TWO women robed in blue sat on easy chairs beneath the lemon trees in the courtyard, warmed by the sun reflecting off the red stone building.
‘Bliss?’ Mel said, turning to pick up the baby girl who grizzled quietly in a woven basket by her side.
‘Bliss!’ Jenny echoed, lying back, her hands linked around her bulging stomach. ‘Although it would be nicer if the men were here.’
‘Your wish is their command, I’d say,’ Mel said, turning her head the better to hear the rattling noise of the approaching helicopter.
It flew over them like a shiny green dragonfly, swooping low enough to make Mel shake her fist at the pilot.
‘He knows not to do that in case it wakes the baby,’ she told her friend.
‘The baby’s already awake,’ Jenny reminded her, nodding to the chubby infant sucking greedily on Melissa’s breast.
‘But she might not have been,’ Mel complained, although her heart wasn’t in it. Her heart, in fact, was dancing with excitement, although Arun had only been gone a couple of days—down to the city to the opening of the now completed renovations of the old hospital.
‘So, the lazy women of the harem are taking their ease.’
It was Kam who spoke as the two brothers entered the courtyard, so alike yet easily identifiable to their wives.
‘It’s not exactly ease when I’m having Braxton-Hicks’s contractions all the time,’ Jen told him, though she rose to go towards him, greeting him with a kiss and turning in his arms so they could walk together. ‘To think of all I went through to have this baby—operation after operation—and now it’s doing this to me.’
‘Ah, but it will all be worth it when you hold him in your arms,’ Mel said. ‘I think I was as excited as you were when you finally fell pregnant and then to learn it was a boy.

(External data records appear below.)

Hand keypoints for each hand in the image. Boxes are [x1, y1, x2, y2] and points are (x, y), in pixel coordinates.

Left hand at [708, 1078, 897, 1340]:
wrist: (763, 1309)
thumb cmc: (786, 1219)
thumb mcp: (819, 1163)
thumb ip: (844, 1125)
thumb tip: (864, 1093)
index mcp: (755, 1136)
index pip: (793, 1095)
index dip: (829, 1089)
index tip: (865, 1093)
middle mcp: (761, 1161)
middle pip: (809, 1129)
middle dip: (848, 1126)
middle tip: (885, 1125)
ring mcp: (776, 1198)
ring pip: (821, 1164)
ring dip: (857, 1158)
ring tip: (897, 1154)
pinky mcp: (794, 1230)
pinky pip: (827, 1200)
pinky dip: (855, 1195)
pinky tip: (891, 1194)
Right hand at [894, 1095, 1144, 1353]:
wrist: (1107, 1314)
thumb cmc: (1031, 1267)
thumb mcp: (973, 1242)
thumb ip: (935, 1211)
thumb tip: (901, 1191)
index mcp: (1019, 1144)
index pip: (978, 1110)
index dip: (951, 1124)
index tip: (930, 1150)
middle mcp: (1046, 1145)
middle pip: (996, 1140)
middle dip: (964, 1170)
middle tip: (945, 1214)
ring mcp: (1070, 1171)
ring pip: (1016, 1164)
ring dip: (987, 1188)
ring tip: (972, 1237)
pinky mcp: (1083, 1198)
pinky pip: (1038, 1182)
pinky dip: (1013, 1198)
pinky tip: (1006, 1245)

Zaheer may be developing quickly but I’m not sure they’d be ready for a female ruler.’
‘Or that my sweet little Nooria would want the job,’ Arun said, reaching Mel’s side and kneeling by her, his eyes feasting on his daughter.
‘Sweet little Nooria?’ Mel responded. ‘This child is going to be the size of an oil drum, the way she eats.’

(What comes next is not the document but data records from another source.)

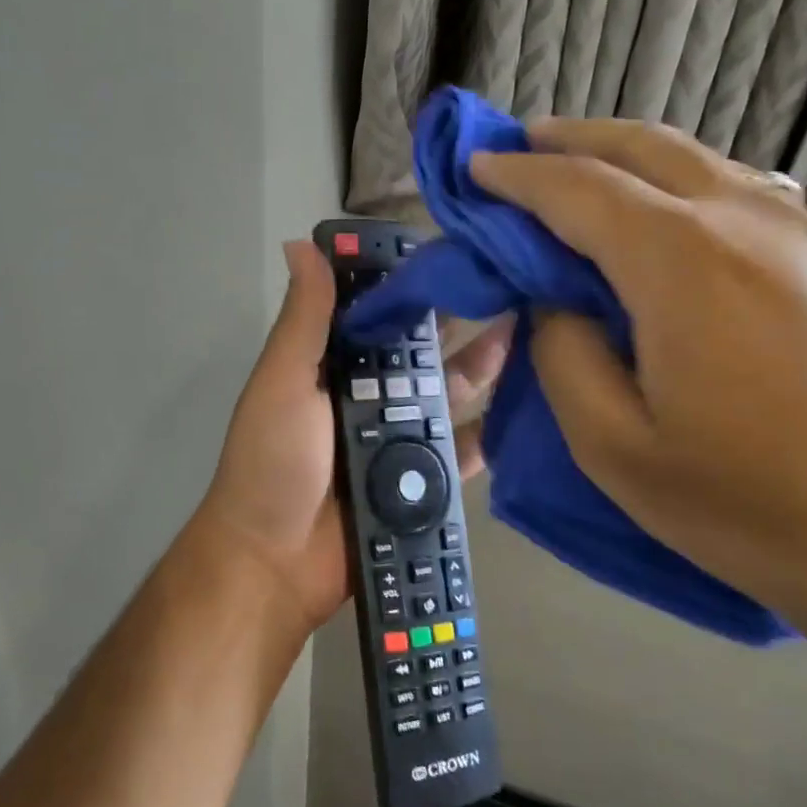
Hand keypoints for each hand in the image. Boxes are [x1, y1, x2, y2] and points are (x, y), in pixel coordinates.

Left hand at [196, 240, 508, 633]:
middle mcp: (368, 397)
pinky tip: (533, 402)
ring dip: (485, 366)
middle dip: (459, 321)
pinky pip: (465, 451)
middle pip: (421, 353)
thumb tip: (302, 243)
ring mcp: (398, 441)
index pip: (377, 315)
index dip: (411, 285)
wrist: (275, 563)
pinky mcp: (423, 483)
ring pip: (449, 395)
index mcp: (332, 367)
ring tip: (533, 328)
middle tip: (513, 284)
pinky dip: (493, 430)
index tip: (455, 249)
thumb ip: (304, 320)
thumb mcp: (283, 382)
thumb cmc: (273, 461)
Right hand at [469, 119, 806, 619]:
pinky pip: (737, 189)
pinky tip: (661, 212)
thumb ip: (564, 354)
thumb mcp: (615, 447)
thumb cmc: (756, 506)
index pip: (576, 189)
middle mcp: (745, 220)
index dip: (515, 175)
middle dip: (568, 139)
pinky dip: (677, 180)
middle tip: (519, 146)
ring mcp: (804, 233)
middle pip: (640, 147)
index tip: (473, 167)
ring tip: (579, 169)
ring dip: (624, 155)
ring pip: (695, 160)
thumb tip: (557, 302)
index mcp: (681, 261)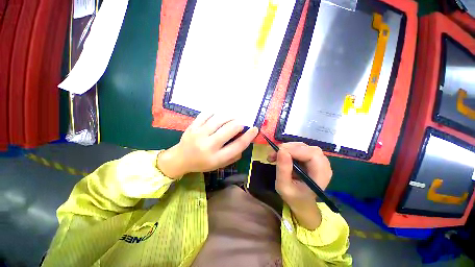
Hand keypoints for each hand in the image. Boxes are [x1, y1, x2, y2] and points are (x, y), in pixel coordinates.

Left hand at [157, 113, 258, 178]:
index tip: (255, 129)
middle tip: (241, 123)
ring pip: (219, 119)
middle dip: (239, 124)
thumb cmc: (202, 163)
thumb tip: (244, 142)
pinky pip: (206, 114)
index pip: (237, 146)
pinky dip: (215, 111)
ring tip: (233, 117)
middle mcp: (208, 145)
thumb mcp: (219, 165)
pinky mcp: (192, 126)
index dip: (248, 136)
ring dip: (229, 116)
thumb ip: (233, 156)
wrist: (180, 159)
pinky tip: (219, 113)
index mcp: (216, 158)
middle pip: (229, 130)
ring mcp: (199, 134)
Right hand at [268, 142, 332, 229]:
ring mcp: (317, 160)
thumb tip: (281, 150)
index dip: (295, 150)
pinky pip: (299, 149)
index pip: (312, 154)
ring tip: (274, 156)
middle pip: (307, 148)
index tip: (278, 152)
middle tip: (274, 154)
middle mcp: (323, 165)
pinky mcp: (310, 158)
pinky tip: (279, 156)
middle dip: (288, 148)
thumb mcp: (283, 186)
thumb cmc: (293, 197)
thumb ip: (283, 169)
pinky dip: (287, 150)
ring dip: (286, 148)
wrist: (301, 202)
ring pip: (302, 146)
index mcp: (321, 175)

‘She is beautiful,’ Arun whispered, running his hand over the downy head. ‘As is her mother.’
He reached up to touch Mel’s lips with his fingers.
‘You are well?’
Mel nodded, the emotion she felt tightening her chest too much for her to be able to speak.
How could it be that love could grow so much? That what she had felt for Arun when they’d married, a couple of days later than they’d planned, could be but a shadow of the love that had grown between them in the year that had followed?
‘Is all prepared for the party?’ Arun asked, and Mel found her voice.
‘That’s why we had to rest—we haven’t stopped. That sister of yours is a slave-driver.’
She eased the baby off her breast and Arun helped her stand, then he slipped his arm around her and the five of them made their way into the grand hall, not for an audience today but to celebrate the first birthday of a very special, and very healthy, little boy.
Shiar.
But as Kam and Jenny walked under the arch into the cloister, Mel paused, turning to look back at the courtyard, seeing the greens of the trees deepen as the sun sank lower in the sky then the flush of colour above the palace walls as the magical evening light show began.
Arun turned with her.
‘You are happy, my love?’ he asked quietly.
She moved closer to his side and rested her head on his shoulder.
‘Happier than I ever thought a woman could be, Arun. And you?’
His arm tightened around her shoulder and he bent awkwardly around Nooria to kiss Mel on the lips.
‘How could I not be when you have given me so great a gift—when you have given me your love?’